= Beginning of Section =

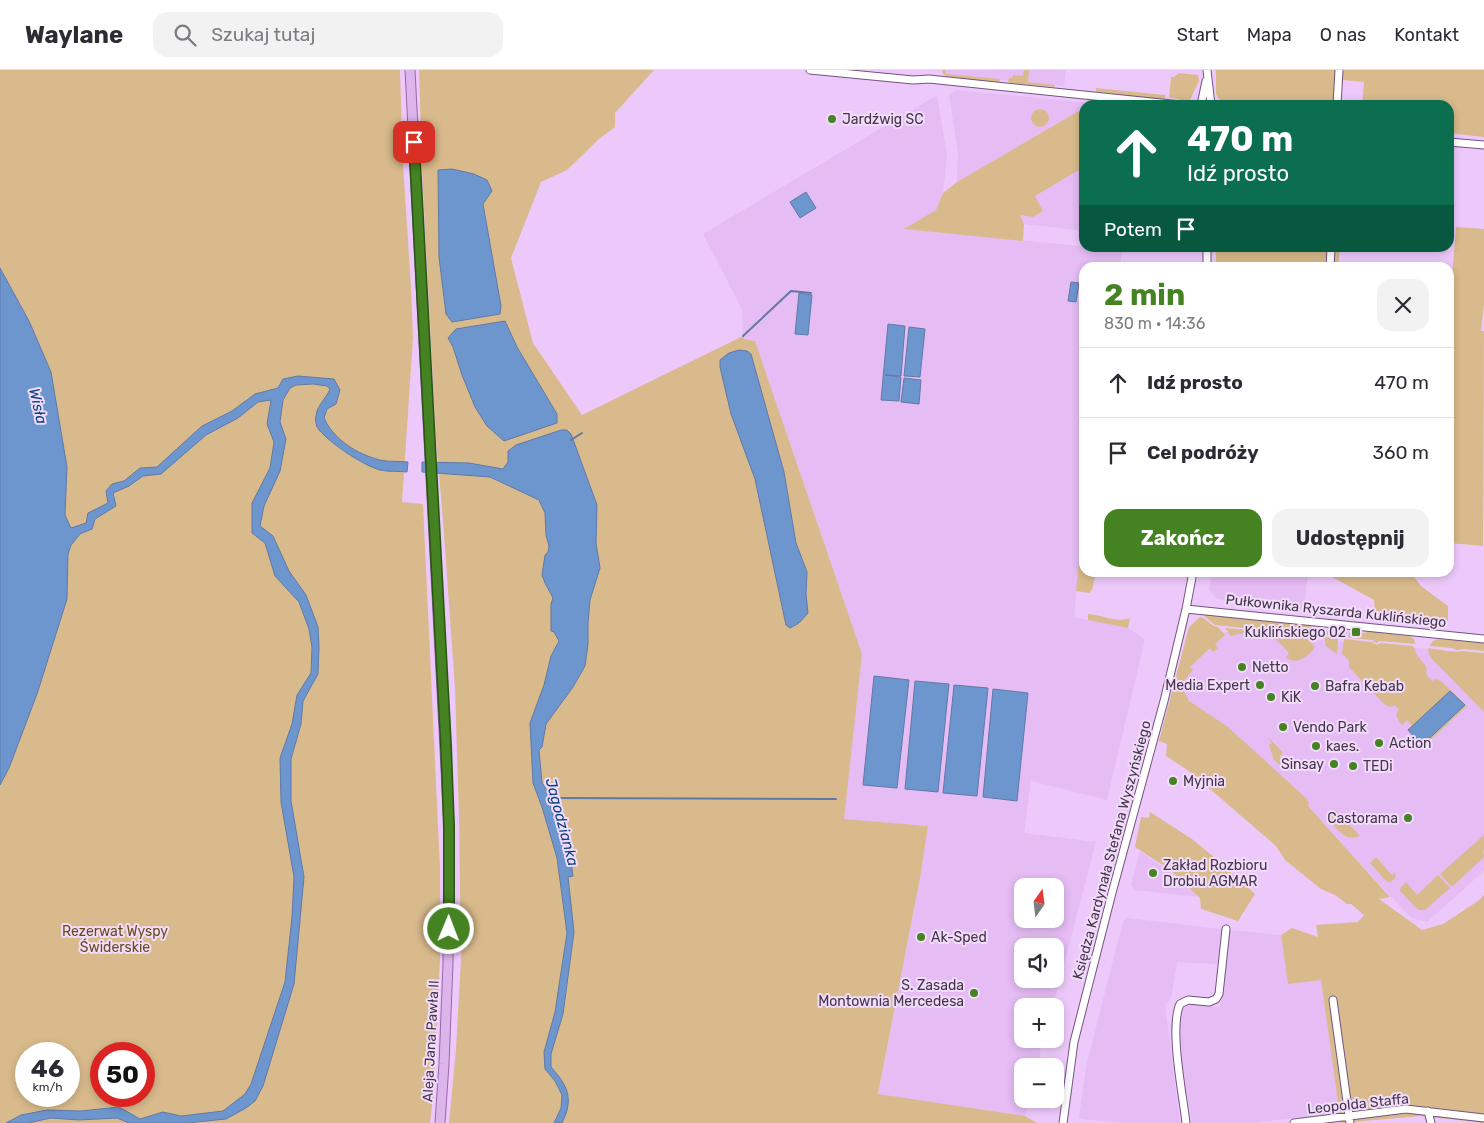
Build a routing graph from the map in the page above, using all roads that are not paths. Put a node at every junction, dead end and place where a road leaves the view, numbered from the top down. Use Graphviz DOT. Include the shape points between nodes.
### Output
graph roads {
  1 [pos="410,70"];
  2 [pos="810,70"];
  3 [pos="1339,70"];
  4 [pos="1207,73"];
  5 [pos="1131,100"];
  6 [pos="1202,100"];
  7 [pos="1210,100"];
  8 [pos="1337,100"];
  9 [pos="1454,142"];
  10 [pos="1484,145"];
  11 [pos="1192,577"];
  12 [pos="1186,609"];
  13 [pos="1484,639"];
  14 [pos="1226,929"];
  15 [pos="1332,1000"];
  16 [pos="1428,1111"];
  17 [pos="1484,1118"];
  18 [pos="1349,1120"];
  19 [pos="440,1123"];
  20 [pos="1063,1123"];
  21 [pos="1186,1123"];
  22 [pos="1294,1123"];
  23 [pos="1431,1123"];
  1 -- 19 [label="main road, Aleja Jana Pawła II" via="449,827 448,972"];
  2 -- 5 [label="street"];
  3 -- 8 [label="street"];
  4 -- 6 [label="street"];
  4 -- 7 [label="street"];
  9 -- 10 [label="street"];
  11 -- 12 [label="street, Księdza Kardynała Stefana Wyszyńskiego"];
  12 -- 13 [label="street, Pułkownika Ryszarda Kuklińskiego"];
  12 -- 20 [label="street, Księdza Kardynała Stefana Wyszyńskiego" via="1074,1042"];
  14 -- 21 [label="street" via="1216,999 1209,1002 1188,1000 1180,1004 1176,1012"];
  15 -- 18 [label="street"];
  16 -- 17 [label="street, Leopolda Staffa"];
  16 -- 18 [label="street, Leopolda Staffa" via="1406,1109"];
  16 -- 23 [label="street"];
  18 -- 22 [label="street, Leopolda Staffa"];
}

= End of Section =

* _TASK TO COMPLETE_
For the records above, output each one exactly and skip any image.

* _EXPECTED ANSWER_
Build a routing graph from the map in the page above, using all roads that are not paths. Put a node at every junction, dead end and place where a road leaves the view, numbered from the top down. Use Graphviz DOT. Include the shape points between nodes.
### Output
graph roads {
  1 [pos="410,70"];
  2 [pos="810,70"];
  3 [pos="1339,70"];
  4 [pos="1207,73"];
  5 [pos="1131,100"];
  6 [pos="1202,100"];
  7 [pos="1210,100"];
  8 [pos="1337,100"];
  9 [pos="1454,142"];
  10 [pos="1484,145"];
  11 [pos="1192,577"];
  12 [pos="1186,609"];
  13 [pos="1484,639"];
  14 [pos="1226,929"];
  15 [pos="1332,1000"];
  16 [pos="1428,1111"];
  17 [pos="1484,1118"];
  18 [pos="1349,1120"];
  19 [pos="440,1123"];
  20 [pos="1063,1123"];
  21 [pos="1186,1123"];
  22 [pos="1294,1123"];
  23 [pos="1431,1123"];
  1 -- 19 [label="main road, Aleja Jana Pawła II" via="449,827 448,972"];
  2 -- 5 [label="street"];
  3 -- 8 [label="street"];
  4 -- 6 [label="street"];
  4 -- 7 [label="street"];
  9 -- 10 [label="street"];
  11 -- 12 [label="street, Księdza Kardynała Stefana Wyszyńskiego"];
  12 -- 13 [label="street, Pułkownika Ryszarda Kuklińskiego"];
  12 -- 20 [label="street, Księdza Kardynała Stefana Wyszyńskiego" via="1074,1042"];
  14 -- 21 [label="street" via="1216,999 1209,1002 1188,1000 1180,1004 1176,1012"];
  15 -- 18 [label="street"];
  16 -- 17 [label="street, Leopolda Staffa"];
  16 -- 18 [label="street, Leopolda Staffa" via="1406,1109"];
  16 -- 23 [label="street"];
  18 -- 22 [label="street, Leopolda Staffa"];
}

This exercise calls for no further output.